Using matrix multiplication for the binary operation, SU(2) forms a group,
$$\operatorname{SU}(2) = \left\{ \begin{pmatrix} \alpha & -\overline{\beta} \\ \beta & \overline{\alpha} \end{pmatrix}: \ \ \alpha,\beta \in \mathbb{C}, |\alpha|^2 + |\beta|^2 = 1 \right\}~,$$
where the overline denotes complex conjugation.

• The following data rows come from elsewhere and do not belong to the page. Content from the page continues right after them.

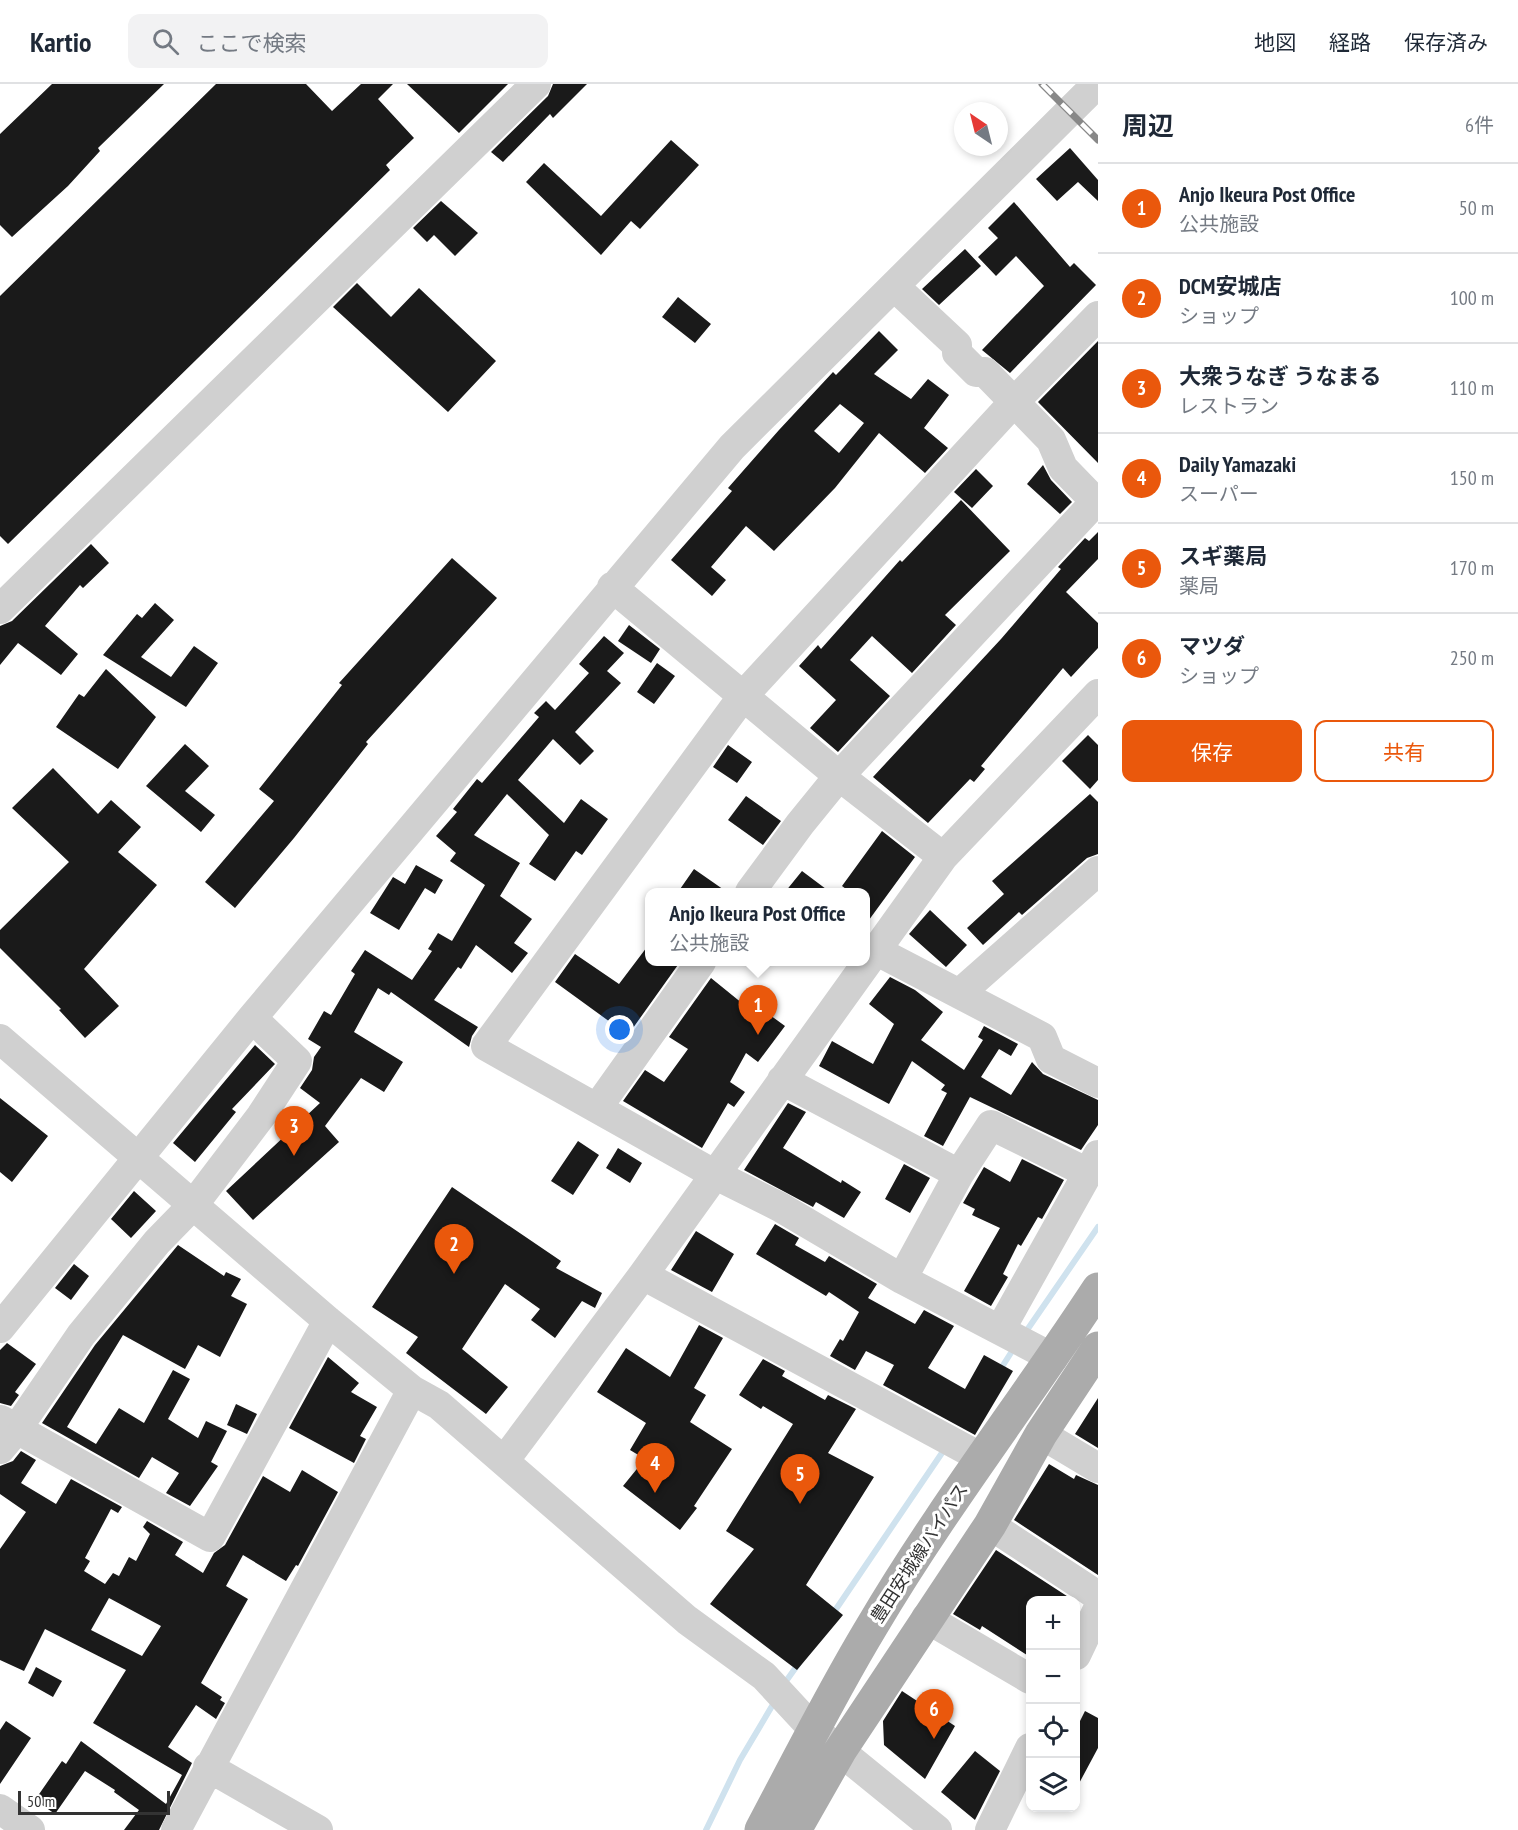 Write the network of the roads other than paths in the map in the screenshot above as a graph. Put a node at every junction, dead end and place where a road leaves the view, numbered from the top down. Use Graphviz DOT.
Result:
graph roads {
  1 [pos="536,84"];
  2 [pos="1094,95"];
  3 [pos="894,286"];
  4 [pos="1098,316"];
  5 [pos="1014,402"];
  6 [pos="1097,502"];
  7 [pos="612,587"];
  8 [pos="0,609"];
  9 [pos="1098,694"];
  10 [pos="742,696"];
  11 [pos="839,776"];
  12 [pos="943,857"];
  13 [pos="1098,871"];
  14 [pos="753,888"];
  15 [pos="877,951"];
  16 [pos="870,961"];
  17 [pos="698,966"];
  18 [pos="866,966"];
  19 [pos="960,993"];
  20 [pos="252,1018"];
  21 [pos="0,1039"];
  22 [pos="782,1080"];
  23 [pos="1098,1083"];
  24 [pos="597,1108"];
  25 [pos="138,1158"];
  26 [pos="1093,1164"];
  27 [pos="714,1174"];
  28 [pos="959,1174"];
  29 [pos="194,1204"];
  30 [pos="643,1275"];
  31 [pos="902,1279"];
  32 [pos="1098,1289"];
  33 [pos="328,1322"];
  34 [pos="0,1328"];
  35 [pos="1000,1330"];
  36 [pos="1098,1348"];
  37 [pos="1053,1358"];
  38 [pos="412,1390"];
  39 [pos="5,1433"];
  40 [pos="1041,1434"];
  41 [pos="980,1457"];
  42 [pos="504,1461"];
  43 [pos="1098,1468"];
  44 [pos="990,1526"];
  45 [pos="1098,1596"];
  46 [pos="1098,1609"];
  47 [pos="926,1618"];
  48 [pos="1078,1650"];
  49 [pos="1026,1677"];
  50 [pos="814,1730"];
  51 [pos="840,1751"];
  52 [pos="1026,1756"];
  53 [pos="208,1767"];
  54 [pos="0,1809"];
  55 [pos="30,1830"];
  56 [pos="176,1830"];
  57 [pos="318,1830"];
  58 [pos="761,1830"];
  59 [pos="795,1830"];
  60 [pos="936,1830"];
  61 [pos="990,1830"];
  1 -- 8 [label="street"];
  2 -- 3 [label="street"];
  3 -- 5 [label="street"];
  3 -- 7 [label="street"];
  4 -- 5 [label="street"];
  5 -- 6 [label="street"];
  5 -- 10 [label="street"];
  6 -- 11 [label="street"];
  7 -- 10 [label="street"];
  7 -- 20 [label="street"];
  9 -- 12 [label="street"];
  10 -- 11 [label="street"];
  10 -- 24 [label="street"];
  11 -- 12 [label="street"];
  11 -- 14 [label="street"];
  12 -- 15 [label="street"];
  13 -- 19 [label="street"];
  15 -- 16 [label="street"];
  15 -- 19 [label="street"];
  17 -- 24 [label="street"];
  18 -- 22 [label="street"];
  19 -- 23 [label="street"];
  20 -- 25 [label="street"];
  20 -- 29 [label="street"];
  21 -- 25 [label="street"];
  22 -- 27 [label="street"];
  22 -- 28 [label="street"];
  24 -- 27 [label="street"];
  25 -- 29 [label="street"];
  25 -- 34 [label="street"];
  26 -- 28 [label="street"];
  26 -- 35 [label="street"];
  27 -- 30 [label="street"];
  27 -- 31 [label="street"];
  28 -- 31 [label="street"];
  29 -- 33 [label="street"];
  29 -- 39 [label="street"];
  30 -- 41 [label="street"];
  30 -- 42 [label="street"];
  31 -- 35 [label="street"];
  32 -- 37 [label="main road, 豊田安城線バイパス"];
  33 -- 38 [label="street"];
  33 -- 39 [label="street"];
  35 -- 37 [label="street"];
  36 -- 40 [label="main road"];
  37 -- 41 [label="main road, 豊田安城線バイパス"];
  38 -- 42 [label="street"];
  38 -- 53 [label="street"];
  40 -- 43 [label="street"];
  40 -- 44 [label="main road"];
  41 -- 50 [label="main road, 豊田安城線バイパス"];
  42 -- 50 [label="street"];
  44 -- 45 [label="street"];
  44 -- 47 [label="main road"];
  46 -- 48 [label="street"];
  47 -- 49 [label="street"];
  47 -- 51 [label="main road"];
  50 -- 51 [label="street"];
  50 -- 58 [label="main road, 豊田安城線バイパス"];
  51 -- 59 [label="main road"];
  51 -- 60 [label="street"];
  52 -- 61 [label="street"];
  53 -- 56 [label="street"];
  53 -- 57 [label="street"];
  54 -- 55 [label="street"];
} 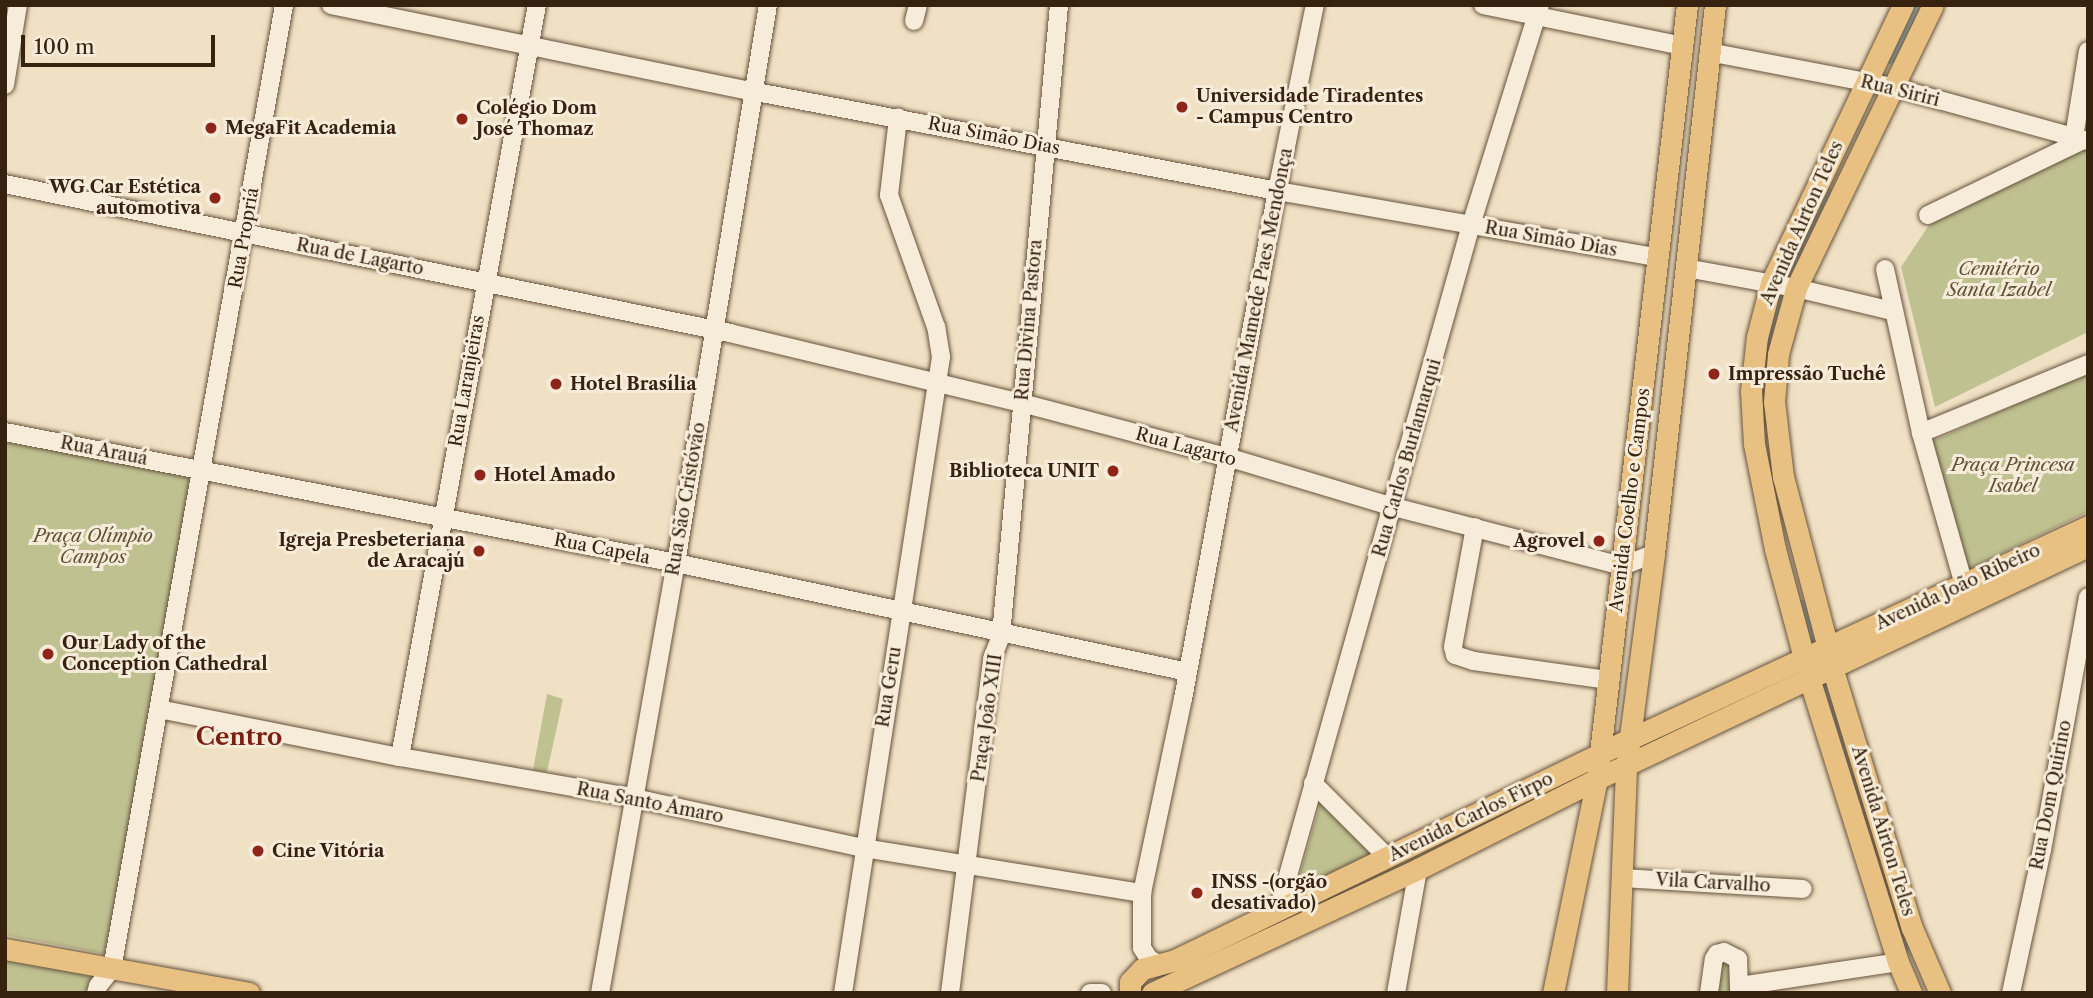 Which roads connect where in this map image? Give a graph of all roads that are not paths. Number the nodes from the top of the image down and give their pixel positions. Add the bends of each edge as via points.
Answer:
1 (18, 5) edge
2 (284, 5) edge
3 (331, 5) edge
4 (537, 5) edge
5 (768, 5) edge
6 (1059, 5) edge
7 (1315, 5) edge
8 (1483, 5) edge
9 (1687, 5) edge
10 (1715, 5) edge
11 (1902, 5) edge
12 (1933, 5) edge
13 (1538, 11) edge
14 (1682, 46) junction
15 (529, 48) junction
16 (2088, 51) edge
17 (1709, 52) junction
18 (5, 85) edge
19 (1879, 85) junction
20 (751, 91) junction
21 (898, 118) junction
22 (2082, 139) edge
23 (1045, 145) junction
24 (5, 184) edge
25 (1277, 191) junction
26 (1928, 215) dead end
27 (1471, 225) junction
28 (245, 235) junction
29 (1659, 258) junction
30 (1686, 268) junction
31 (1885, 269) dead end
32 (485, 281) junction
33 (1773, 283) junction
34 (1795, 288) junction
35 (1892, 311) junction
36 (715, 329) junction
37 (2088, 364) edge
38 (937, 382) junction
39 (1022, 403) junction
40 (5, 432) edge
41 (1921, 433) junction
42 (1227, 457) junction
43 (202, 471) junction
44 (1394, 507) junction
45 (443, 517) junction
46 (2088, 526) edge
47 (1475, 527) junction
48 (2088, 546) edge
49 (1654, 554) junction
50 (676, 564) junction
51 (1622, 566) junction
52 (1966, 593) junction
53 (2088, 597) edge
54 (901, 610) junction
55 (1001, 635) junction
56 (1819, 663) junction
57 (1188, 672) junction
58 (1607, 680) junction
59 (159, 709) junction
60 (1630, 740) junction
61 (1600, 754) junction
62 (400, 757) junction
63 (1626, 767) junction
64 (1597, 779) junction
65 (1313, 783) junction
66 (634, 798) junction
67 (864, 848) junction
68 (1388, 858) junction
69 (967, 866) junction
70 (1418, 869) junction
71 (1623, 878) junction
72 (1803, 889) dead end
73 (1142, 893) junction
74 (1278, 911) junction
75 (5, 949) edge
76 (1149, 955) junction
77 (1898, 962) junction
78 (112, 969) junction
79 (1191, 983) edge
80 (1740, 989) edge
81 (96, 993) edge
82 (248, 993) edge
83 (600, 993) edge
84 (843, 993) edge
85 (950, 993) edge
86 (1090, 993) edge
87 (1102, 993) edge
88 (1130, 993) edge
89 (1152, 993) edge
90 (1396, 993) edge
91 (1553, 993) edge
92 (1617, 993) edge
93 (1709, 993) edge
94 (1911, 993) edge
95 (1940, 993) edge
96 (2011, 993) edge

1 - 18 street
2 - 28 street, Rua Propriá
3 - 15 street, Rua Simão Dias
4 - 15 street, Rua Laranjeiras
5 - 20 street, Rua São Cristóvão
6 - 23 street, Rua Divina Pastora
7 - 25 street, Avenida Mamede Paes Mendonça
8 - 13 street
9 - 14 main road, Avenida Coelho e Campos
10 - 17 main road, Avenida Coelho e Campos
11 - 19 main road, Avenida Airton Teles
12 - 19 main road, Avenida Airton Teles
13 - 14 street
13 - 27 street, Rua Carlos Burlamarqui
14 - 29 main road, Avenida Coelho e Campos
15 - 20 street, Rua Simão Dias
15 - 32 street, Rua Laranjeiras
16 - 22 street
17 - 19 street, Rua Siriri
17 - 30 main road, Avenida Coelho e Campos
19 - 22 street, Rua Siriri
19 - 33 main road, Avenida Airton Teles
19 - 34 main road, Avenida Airton Teles
20 - 21 street, Rua Simão Dias
20 - 36 street, Rua São Cristóvão
21 - 23 street, Rua Simão Dias
21 - 38 street, Rua Geru via 889,195 940,342
22 - 26 street
23 - 25 street, Rua Simão Dias
23 - 39 street, Rua Divina Pastora
24 - 28 street, Rua de Lagarto
25 - 27 street, Rua Simão Dias
25 - 42 street, Avenida Mamede Paes Mendonça
27 - 29 street, Rua Simão Dias
27 - 44 street, Rua Carlos Burlamarqui
28 - 32 street, Rua de Lagarto
28 - 43 street, Rua Propriá
29 - 51 main road, Avenida Coelho e Campos
30 - 33 street
30 - 49 main road, Avenida Coelho e Campos
31 - 35 street
32 - 36 street, Rua de Lagarto
32 - 45 street, Rua Laranjeiras
33 - 34 street
33 - 56 main road, Avenida Airton Teles via 1757,337 1752,420 1775,549
34 - 35 street
34 - 56 main road, Avenida Airton Teles via 1778,354 1775,427
35 - 41 street
36 - 38 street, Rua Lagarto
36 - 50 street, Rua São Cristóvão
37 - 41 street
38 - 39 street, Rua Lagarto
38 - 54 street, Rua Geru
39 - 42 street, Rua Lagarto
39 - 55 street, Rua Divina Pastora
40 - 43 street, Rua Arauá
41 - 52 street
42 - 44 street, Rua Lagarto
42 - 57 street, Avenida Mamede Paes Mendonça
43 - 45 street, Rua Capela
43 - 59 street
44 - 47 street, Rua Lagarto
44 - 65 street, Rua Carlos Burlamarqui
45 - 50 street, Rua Capela
45 - 62 street, Rua Laranjeiras
46 - 52 main road, Avenida João Ribeiro
47 - 51 street, Rua Lagarto
47 - 58 street via 1455,655
48 - 52 main road, Avenida João Ribeiro
49 - 51 street
49 - 60 main road, Avenida Coelho e Campos
50 - 54 street, Rua Capela
50 - 66 street, Rua São Cristóvão
51 - 58 main road, Avenida Coelho e Campos
52 - 56 main road, Avenida João Ribeiro
53 - 96 street, Rua Dom Quirino
54 - 55 street, Rua Capela
54 - 67 street, Rua Geru
55 - 57 street, Praça João XIII
55 - 69 street, Praça João XIII via 992,659
56 - 60 main road, Avenida Carlos Firpo
56 - 63 main road, Avenida Carlos Firpo
56 - 77 main road, Avenida Airton Teles
56 - 95 main road, Avenida Airton Teles via 1912,928
57 - 73 street, Avenida Mamede Paes Mendonça
58 - 61 main road, Avenida Coelho e Campos
59 - 62 street, Rua Santo Amaro
59 - 78 street
60 - 61 main road, Avenida Carlos Firpo
60 - 63 main road, Avenida Coelho e Campos
61 - 64 main road, Avenida Coelho e Campos
61 - 68 main road, Avenida Carlos Firpo
62 - 66 street, Rua Santo Amaro
63 - 64 main road, Avenida Carlos Firpo
63 - 71 main road, Avenida Coelho e Campos
64 - 70 main road, Avenida Carlos Firpo
64 - 91 main road, Avenida Coelho e Campos
65 - 68 street
65 - 74 street, Rua Carlos Burlamarqui
66 - 67 street, Rua Santo Amaro
66 - 83 street, Rua São Cristóvão
67 - 69 street, Rua Santo Amaro
67 - 84 street, Rua Geru
68 - 74 main road, Avenida Carlos Firpo
69 - 73 street, Rua Santo Amaro
69 - 85 street, Praça João XIII
70 - 79 main road, Avenida Carlos Firpo
70 - 90 street
71 - 72 street, Vila Carvalho
71 - 92 main road, Avenida Coelho e Campos
73 - 76 street
74 - 76 main road, Avenida Carlos Firpo via 1175,960
75 - 78 main road
76 - 88 main road, Avenida Carlos Firpo via 1130,982
77 - 80 street
77 - 94 main road, Avenida Airton Teles
78 - 81 street
78 - 82 main road
79 - 89 main road, Avenida Carlos Firpo
80 - 93 street via 1738,959 1720,953 1713,963
86 - 87 street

=== Diffeomorphism with the 3-sphere S^{3} ===
If we consider $\alpha,\beta$ as a pair in $\mathbb{C}^2$ where $\alpha=a+bi$ and $\beta=c+di$ with real numbers $a,b,c,d$, then the equation $|\alpha|^2 + |\beta|^2 = 1$ becomes
$$a^2 + b^2 + c^2 + d^2 = 1.$$

This is the equation of the 3-sphere S^{3}. This can also be seen using an embedding: the map
$$\begin{align}
  \varphi \colon \mathbb{C}^2 \to{} &\operatorname{M}(2, \mathbb{C}) \\[5pt]
         \varphi(\alpha, \beta) ={} &\begin{pmatrix} \alpha & -\overline{\beta}\\ \beta & \overline{\alpha}\end{pmatrix},
\end{align}$$
where $\operatorname{M}(2,\mathbb{C})$ denotes the set of 2-by-2 complex matrices, is an injective real linear map (by considering $\mathbb{C}^2$ isomorphic to $\mathbb{R}^4$ and $\operatorname{M}(2,\mathbb{C})$ isomorphic to $\mathbb{R}^8$). Hence, the restriction of φ to the 3-sphere S^{3} is an embedding of the 3-sphere onto a compact submanifold of $\operatorname{M}(2,\mathbb{C})$, namely φ(S^{3}) = SU(2).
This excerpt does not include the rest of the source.